E ancora: questa trattativa viene condotta senza tenere in alcun modo conto non solo della volontà ma neppure dell’opinione dei vari soggetti in discussione, non avendo avviato – stando alle loro parole – nessun tipo di confronto interno per coinvolgerli nel processo. Eppure, rimangono pur sempre giornali che svolgono una funzione fondamentale a livello locale e dei quali l’editore non può non tenere conto. Soprattutto, manifestando in modo palese la mancanza di rispetto verso la storia del quotidiano e l’operato di chi ci lavora ogni giorno.
Chi tifa Juve ha sempre sentito parlare dello stile della sua squadra, che – almeno per chi scrive – è composto dalla passione e dalla grinta che gli undici in campo impiegano in ogni partita, fino alla fine. Queste caratteristiche, però, non coincidono con la carenza di eleganza adottata da tempo dai patron del team torinese. Già il licenziamento di Verdelli – avvenuto nello stesso giorno che qualcuno aveva indicato su Wikipedia come data della sua morte – a suo tempo ci aveva lasciato piuttosto sconcertati. Stessa reazione quando, in piena pandemia, FCA – avente sede legale ad Amsterdam e sede fiscale a Londra – ha ottenuto un prestito di 6.3 miliardi tramite il pacchetto Garanzia Italia, destinato alle imprese in difficoltà a causa del virus.
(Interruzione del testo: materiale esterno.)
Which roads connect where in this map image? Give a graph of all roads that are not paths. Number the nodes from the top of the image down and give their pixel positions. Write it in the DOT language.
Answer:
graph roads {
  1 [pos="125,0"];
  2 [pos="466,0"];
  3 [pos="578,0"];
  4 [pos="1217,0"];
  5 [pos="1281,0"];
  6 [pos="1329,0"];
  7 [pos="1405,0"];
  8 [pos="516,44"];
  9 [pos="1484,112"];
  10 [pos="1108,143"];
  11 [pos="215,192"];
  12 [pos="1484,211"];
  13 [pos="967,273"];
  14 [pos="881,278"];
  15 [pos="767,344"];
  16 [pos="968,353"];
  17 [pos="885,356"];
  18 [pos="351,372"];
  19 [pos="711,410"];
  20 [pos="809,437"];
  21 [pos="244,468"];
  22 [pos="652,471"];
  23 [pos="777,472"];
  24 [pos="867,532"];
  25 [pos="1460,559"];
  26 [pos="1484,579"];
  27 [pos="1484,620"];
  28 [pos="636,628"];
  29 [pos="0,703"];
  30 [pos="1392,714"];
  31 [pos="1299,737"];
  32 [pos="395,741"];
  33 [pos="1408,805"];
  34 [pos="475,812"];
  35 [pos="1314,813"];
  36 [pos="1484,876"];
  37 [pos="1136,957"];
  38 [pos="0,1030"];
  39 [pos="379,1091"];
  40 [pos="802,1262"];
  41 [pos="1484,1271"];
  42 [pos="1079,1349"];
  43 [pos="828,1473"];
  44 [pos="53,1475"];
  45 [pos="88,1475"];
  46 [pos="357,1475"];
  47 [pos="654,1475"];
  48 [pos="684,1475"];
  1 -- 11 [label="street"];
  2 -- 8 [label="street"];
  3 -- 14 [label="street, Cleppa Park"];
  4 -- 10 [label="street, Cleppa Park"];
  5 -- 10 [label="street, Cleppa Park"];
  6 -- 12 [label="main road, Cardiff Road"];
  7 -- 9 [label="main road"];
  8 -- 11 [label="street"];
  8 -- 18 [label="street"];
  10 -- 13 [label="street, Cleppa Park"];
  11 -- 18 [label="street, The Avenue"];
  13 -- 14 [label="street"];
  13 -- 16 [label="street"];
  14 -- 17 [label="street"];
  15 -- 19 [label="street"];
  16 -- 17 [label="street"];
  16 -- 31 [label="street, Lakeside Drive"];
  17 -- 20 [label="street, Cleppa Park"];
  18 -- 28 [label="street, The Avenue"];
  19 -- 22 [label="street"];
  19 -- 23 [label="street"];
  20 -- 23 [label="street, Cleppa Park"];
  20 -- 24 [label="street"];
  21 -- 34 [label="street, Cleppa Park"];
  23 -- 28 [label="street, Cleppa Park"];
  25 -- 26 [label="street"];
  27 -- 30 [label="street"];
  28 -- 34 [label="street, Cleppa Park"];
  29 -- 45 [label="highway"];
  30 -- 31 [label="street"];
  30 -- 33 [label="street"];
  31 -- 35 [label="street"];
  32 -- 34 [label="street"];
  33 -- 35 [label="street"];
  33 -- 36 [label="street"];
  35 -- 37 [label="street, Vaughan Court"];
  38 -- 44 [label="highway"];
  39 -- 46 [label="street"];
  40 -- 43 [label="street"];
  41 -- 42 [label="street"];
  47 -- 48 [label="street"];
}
Ora, con quest’ultima perla, gli Agnelli-Elkann confermano ancora una volta di essere disposti a sacrificare dialogo e buone maniere pur di primeggiare, ingrandendosi sempre di più. Una mossa che probabilmente li arricchirà, da furbi imprenditori, ma che di certo non farà di loro dei buoni editori. Per giunta, senza stile.